Een latere scheiding heeft dus heel wat voordelen. Niet alleen voor de dieren, ook voor de boeren kan dit een positief verhaal worden en ik wil daarvoor wijzen op de productiviteitsvoordelen van zogende kalveren. Tijdens de zoogperiode produceren koeien minder verkoopbare melk. Maar met de huidige hoge voederprijzen zou het wel eens kunnen dat het economisch voordeliger is voor de boer om het kalf enkele dagen te laten zogen bij de moeder. Zogende kalveren groeien ook sneller. Ook na de zoogperiode blijft het effect positief en blijft het nog maanden aanwezig.
We vernamen van minister Weyts al dat de Vlaamse Raad voor Dierenwelzijn aan de slag is gegaan met een werkgroep over het houden van kalveren. Naast wetenschappers, dierenrechtenorganisaties en dierenartsen zijn ook de landbouworganisaties en de kalversector betrokken. Het advies dat dit jaar nog verwacht wordt zal zeer nuttig zijn voor de bepaling van een standpunt in de discussies die op Europees niveau gevoerd zullen worden begin 2024 wanneer België voorzitter is van de Raad van de Europese Unie.
Wat is uw standpunt tegenover de nieuwste aanbevelingen van EFSA?
Zult u deze aanbevelingen van EFSA in de praktijk trachten om te zetten? Zo ja, hoe zult u dit aanpakken?
Zijn deze studies en aanbevelingen gekend op het terrein? Indien niet, hoe gaat u deze informatie tot in de stallen krijgen?
Wat hebben de eerste overlegmomenten van de werkgroep opgeleverd?
Bent u bereid om eventuele proefprojecten vanuit het departement mee te ondersteunen?
Minister Brouns heeft het woord.
Collega Joosen, de rapporten die EFSA op regelmatige basis publiceert, geven een advies op basis van recent wetenschappelijk onderzoek. Dit rapport handelt in het bijzonder over het welzijn van kalveren en de voordelen van het langer bij elkaar houden van koeien met pasgeboren kalveren. Dit rapport doet inderdaad een aantal voorstellen die het welzijn van kalveren kunnen verbeteren.

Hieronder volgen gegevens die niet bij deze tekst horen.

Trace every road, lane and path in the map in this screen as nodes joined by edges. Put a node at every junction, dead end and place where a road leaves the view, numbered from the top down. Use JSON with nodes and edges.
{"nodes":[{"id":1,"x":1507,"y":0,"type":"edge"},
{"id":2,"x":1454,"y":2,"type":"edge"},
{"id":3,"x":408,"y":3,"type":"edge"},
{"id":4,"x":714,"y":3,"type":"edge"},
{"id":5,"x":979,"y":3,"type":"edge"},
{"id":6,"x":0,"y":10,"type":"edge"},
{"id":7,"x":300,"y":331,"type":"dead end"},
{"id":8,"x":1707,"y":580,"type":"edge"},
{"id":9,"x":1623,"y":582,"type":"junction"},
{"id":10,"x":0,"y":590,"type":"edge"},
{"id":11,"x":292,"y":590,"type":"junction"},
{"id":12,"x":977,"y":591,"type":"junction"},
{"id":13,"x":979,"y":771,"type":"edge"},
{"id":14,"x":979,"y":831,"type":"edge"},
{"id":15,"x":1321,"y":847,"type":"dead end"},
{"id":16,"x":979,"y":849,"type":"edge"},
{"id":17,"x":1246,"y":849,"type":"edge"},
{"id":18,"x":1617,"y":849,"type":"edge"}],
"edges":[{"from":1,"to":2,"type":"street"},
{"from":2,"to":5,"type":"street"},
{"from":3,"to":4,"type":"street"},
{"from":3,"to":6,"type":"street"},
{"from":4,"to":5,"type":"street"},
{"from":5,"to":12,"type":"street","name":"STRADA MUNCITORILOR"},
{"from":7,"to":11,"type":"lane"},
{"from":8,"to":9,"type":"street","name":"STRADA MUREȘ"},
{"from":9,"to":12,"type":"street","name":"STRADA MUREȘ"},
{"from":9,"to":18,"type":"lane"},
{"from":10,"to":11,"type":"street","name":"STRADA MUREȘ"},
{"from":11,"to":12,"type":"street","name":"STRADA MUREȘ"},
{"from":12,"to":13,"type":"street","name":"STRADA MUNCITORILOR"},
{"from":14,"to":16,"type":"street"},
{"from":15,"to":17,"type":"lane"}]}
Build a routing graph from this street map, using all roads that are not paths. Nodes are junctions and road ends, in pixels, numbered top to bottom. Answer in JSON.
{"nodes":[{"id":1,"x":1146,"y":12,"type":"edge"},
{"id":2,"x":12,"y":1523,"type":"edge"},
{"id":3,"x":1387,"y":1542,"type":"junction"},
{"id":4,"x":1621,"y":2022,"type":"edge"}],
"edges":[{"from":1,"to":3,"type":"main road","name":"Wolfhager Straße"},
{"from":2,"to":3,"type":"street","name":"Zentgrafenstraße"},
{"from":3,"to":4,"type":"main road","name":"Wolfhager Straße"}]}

Vlaamse rundveehouders houden vandaag hun dieren volgens de normen opgelegd door Europese wetgeving, waarbij onze landbouwers heel vaak nog extra inspanningen leveren om het comfort en welzijn van hun dieren te maximaliseren. Uiteraard hebben ze daar alle belang bij. Het is goed dat voortschrijdende inzichten en kennis kunnen leiden tot een beter dierenwelzijn. Zulke rapporten, die vaak een bepaalde invalshoek hebben, zijn daarbij nuttig maar moeten in hun context en vanuit de verschillende relevante perspectieven gebruikt worden.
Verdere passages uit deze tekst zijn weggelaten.